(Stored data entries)
━━━

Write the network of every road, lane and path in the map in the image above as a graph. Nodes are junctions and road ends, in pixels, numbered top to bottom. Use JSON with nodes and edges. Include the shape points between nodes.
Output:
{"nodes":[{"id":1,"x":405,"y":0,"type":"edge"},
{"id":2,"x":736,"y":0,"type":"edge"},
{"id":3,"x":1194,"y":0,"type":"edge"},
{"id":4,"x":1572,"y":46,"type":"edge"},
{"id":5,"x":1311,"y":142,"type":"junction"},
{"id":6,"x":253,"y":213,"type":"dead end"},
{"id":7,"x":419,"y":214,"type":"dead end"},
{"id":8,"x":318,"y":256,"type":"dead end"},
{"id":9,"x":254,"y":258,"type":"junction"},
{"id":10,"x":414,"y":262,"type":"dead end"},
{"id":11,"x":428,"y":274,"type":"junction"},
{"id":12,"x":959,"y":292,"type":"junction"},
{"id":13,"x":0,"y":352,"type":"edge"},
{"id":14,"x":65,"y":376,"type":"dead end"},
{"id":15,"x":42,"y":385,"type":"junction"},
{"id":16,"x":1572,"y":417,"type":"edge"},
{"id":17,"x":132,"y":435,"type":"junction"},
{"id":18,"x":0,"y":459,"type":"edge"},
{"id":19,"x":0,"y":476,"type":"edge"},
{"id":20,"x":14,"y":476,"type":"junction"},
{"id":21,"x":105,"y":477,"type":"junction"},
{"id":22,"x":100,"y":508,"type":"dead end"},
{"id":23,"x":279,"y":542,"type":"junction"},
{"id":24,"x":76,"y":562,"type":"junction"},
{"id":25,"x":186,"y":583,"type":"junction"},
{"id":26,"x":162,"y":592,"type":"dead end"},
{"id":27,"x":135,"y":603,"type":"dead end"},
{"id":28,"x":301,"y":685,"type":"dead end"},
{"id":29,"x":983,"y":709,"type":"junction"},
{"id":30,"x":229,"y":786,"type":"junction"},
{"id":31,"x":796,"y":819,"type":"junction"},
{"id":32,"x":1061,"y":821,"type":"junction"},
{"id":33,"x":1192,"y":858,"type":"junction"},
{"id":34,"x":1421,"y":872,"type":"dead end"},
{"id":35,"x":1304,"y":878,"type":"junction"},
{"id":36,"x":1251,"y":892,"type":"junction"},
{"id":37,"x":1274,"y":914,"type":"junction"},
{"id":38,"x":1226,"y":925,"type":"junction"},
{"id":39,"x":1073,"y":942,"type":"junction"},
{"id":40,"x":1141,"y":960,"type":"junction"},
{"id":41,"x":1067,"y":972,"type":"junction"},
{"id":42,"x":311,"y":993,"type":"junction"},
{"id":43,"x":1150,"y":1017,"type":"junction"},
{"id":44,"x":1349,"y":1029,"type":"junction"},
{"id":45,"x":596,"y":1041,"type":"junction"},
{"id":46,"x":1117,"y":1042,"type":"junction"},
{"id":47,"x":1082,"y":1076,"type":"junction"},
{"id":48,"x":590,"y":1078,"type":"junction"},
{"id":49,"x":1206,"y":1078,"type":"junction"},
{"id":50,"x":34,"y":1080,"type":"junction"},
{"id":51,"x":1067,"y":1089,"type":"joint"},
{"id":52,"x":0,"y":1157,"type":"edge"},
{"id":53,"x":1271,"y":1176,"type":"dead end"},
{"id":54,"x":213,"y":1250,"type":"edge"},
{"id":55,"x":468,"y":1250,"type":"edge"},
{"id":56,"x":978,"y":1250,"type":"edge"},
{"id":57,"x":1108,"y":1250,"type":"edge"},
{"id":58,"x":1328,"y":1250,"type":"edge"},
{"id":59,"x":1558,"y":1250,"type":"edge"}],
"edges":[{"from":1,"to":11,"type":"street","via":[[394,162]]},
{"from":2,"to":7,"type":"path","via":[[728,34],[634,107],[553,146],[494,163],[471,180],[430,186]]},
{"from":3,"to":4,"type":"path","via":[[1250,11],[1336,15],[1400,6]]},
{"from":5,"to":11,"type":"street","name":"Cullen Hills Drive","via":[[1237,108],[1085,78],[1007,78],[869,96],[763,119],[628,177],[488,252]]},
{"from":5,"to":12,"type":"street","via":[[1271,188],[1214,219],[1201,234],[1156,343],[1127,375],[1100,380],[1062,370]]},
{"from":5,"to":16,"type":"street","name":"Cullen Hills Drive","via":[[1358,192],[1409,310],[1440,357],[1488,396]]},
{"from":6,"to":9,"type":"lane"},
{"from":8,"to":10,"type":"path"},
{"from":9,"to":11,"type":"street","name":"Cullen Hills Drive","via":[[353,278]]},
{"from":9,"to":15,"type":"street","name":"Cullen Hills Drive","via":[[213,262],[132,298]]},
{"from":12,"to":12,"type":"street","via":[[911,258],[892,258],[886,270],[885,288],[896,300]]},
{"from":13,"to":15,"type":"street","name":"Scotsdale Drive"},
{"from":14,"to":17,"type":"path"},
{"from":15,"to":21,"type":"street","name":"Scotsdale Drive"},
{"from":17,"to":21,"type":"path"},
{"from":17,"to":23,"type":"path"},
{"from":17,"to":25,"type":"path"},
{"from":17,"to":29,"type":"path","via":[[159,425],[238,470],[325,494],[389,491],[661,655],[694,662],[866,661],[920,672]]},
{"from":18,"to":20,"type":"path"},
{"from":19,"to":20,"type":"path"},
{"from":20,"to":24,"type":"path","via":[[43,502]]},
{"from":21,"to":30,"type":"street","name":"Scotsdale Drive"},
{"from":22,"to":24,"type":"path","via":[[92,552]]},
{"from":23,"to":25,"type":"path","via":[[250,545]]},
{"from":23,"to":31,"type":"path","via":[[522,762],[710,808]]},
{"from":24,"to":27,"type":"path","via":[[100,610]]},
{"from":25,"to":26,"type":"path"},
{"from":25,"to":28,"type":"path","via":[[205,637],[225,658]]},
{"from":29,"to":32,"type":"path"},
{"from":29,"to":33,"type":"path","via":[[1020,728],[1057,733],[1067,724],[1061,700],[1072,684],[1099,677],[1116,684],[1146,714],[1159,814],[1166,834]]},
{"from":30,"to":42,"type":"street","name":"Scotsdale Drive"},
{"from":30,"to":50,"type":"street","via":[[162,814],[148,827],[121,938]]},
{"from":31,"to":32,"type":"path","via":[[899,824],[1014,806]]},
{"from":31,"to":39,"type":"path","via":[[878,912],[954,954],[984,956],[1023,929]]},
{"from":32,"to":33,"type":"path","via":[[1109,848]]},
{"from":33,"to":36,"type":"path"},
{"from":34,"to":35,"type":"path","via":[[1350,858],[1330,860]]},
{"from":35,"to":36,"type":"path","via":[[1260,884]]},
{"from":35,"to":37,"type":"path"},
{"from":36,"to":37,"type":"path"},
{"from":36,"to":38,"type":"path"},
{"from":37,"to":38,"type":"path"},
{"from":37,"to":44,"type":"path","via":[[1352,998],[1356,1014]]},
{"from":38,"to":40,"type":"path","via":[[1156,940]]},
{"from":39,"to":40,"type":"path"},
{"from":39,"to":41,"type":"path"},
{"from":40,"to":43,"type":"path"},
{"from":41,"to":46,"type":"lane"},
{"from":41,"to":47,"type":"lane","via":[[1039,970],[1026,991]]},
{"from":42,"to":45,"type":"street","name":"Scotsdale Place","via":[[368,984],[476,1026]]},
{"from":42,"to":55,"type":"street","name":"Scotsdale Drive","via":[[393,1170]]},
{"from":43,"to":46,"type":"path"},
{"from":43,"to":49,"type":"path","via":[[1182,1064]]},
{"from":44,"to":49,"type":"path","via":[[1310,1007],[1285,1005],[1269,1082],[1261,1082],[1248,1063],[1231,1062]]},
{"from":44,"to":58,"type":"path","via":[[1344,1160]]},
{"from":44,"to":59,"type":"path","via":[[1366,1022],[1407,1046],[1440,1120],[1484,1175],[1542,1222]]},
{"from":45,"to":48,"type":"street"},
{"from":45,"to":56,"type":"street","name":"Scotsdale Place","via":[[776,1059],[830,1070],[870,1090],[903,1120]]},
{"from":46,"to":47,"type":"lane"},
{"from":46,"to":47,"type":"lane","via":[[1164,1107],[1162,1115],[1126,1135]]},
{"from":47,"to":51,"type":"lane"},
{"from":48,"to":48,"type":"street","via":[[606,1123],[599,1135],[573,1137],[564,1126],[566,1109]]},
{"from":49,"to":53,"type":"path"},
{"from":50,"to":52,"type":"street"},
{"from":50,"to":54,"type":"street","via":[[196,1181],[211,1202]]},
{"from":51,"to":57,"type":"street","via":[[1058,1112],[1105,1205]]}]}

━━━

Task description >>
Search the entries for the word "Place". Copy each line where it appears.

Answer for this exercise >>
{"from":42,"to":45,"type":"street","name":"Scotsdale Place","via":[[368,984],[476,1026]]},
{"from":45,"to":56,"type":"street","name":"Scotsdale Place","via":[[776,1059],[830,1070],[870,1090],[903,1120]]},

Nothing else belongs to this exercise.